The BladeCenter S, released in July, was targeted at the small and midsize (SMB) market at launch, but the Office Ready Kit announced Thursday aims to make it friendlier to an office environment.

“Blades in SMB are the next wave,” said Stuart McRae, marketing manager for BladeCenter at IBM. “If you think about blades up until now, you needed external storage, which meant it fit into the traditional data center mode. For a retail outlet or branch bank, if we tried to take blade in there, the added infrastructure cost for storage was more than they had budget for.”

The Kit for BladeCenter S, officially dubbed the IBM Business Enablement (Tower) Kit, has three components:

First, there’s the expansion of the chassis. BladeCenter S is a 7U unit but it can be expanded to 11U, allowing for the addition of more blades, storage or tape backup.

Second, the BladeCenter S includes a set of built-in air filters that block dust. IBM thinks the filters will help reduce power because the fans will not clog and have to work as hard, perhaps a bit of a stretch. Still, as Pund-IT analyst Charles King pointed out, there is one perfect market for these filters: pizza parlors, which have a legitimate problem with flour clogging their store computers.
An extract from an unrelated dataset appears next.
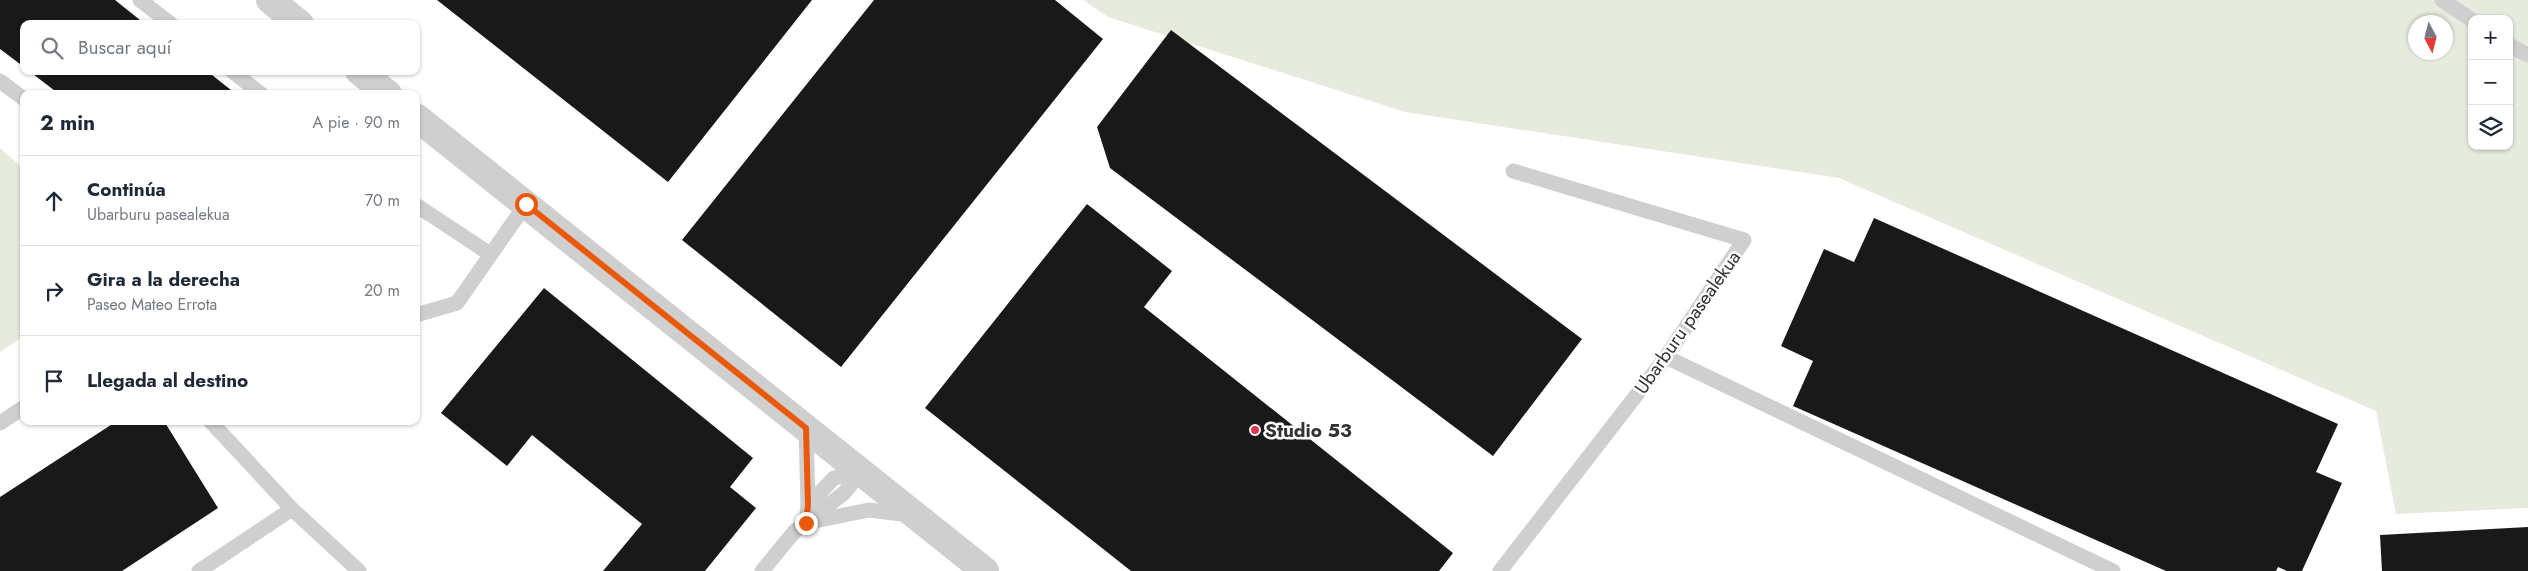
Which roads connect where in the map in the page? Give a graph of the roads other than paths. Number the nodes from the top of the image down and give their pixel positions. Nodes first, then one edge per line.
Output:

The third new component is a noise attenuator that muffles the sound of the fans, reducing the noise of the unit to 60 decibels. For all its pluses, when Shorty is operating, it sounds like a jet engine. King saw one test between the two and said the c3000 was twice as loud as the BladeCenter S.

“In a small office, for small businesses, they typically don’t have a dedicated IT room. So if you have something with much latent noise in the background, it can become an irritant to workers. I think the BladeCenter S’s quietude would be a blessing in an environment like that,” he said.

BladeCenter S also includes “1-2-3 Storage,” a wizard used to set up a storage system in the BladeCenter in three steps. IBM said that with 1-2-3 Storage, clients can reduce storage set-up time from 30 minutes to two minutes.

BladeCenter S will be available in December 2007 at a starting price of $3,298. The Office Ready Kit can be ordered as part of the server from IBM.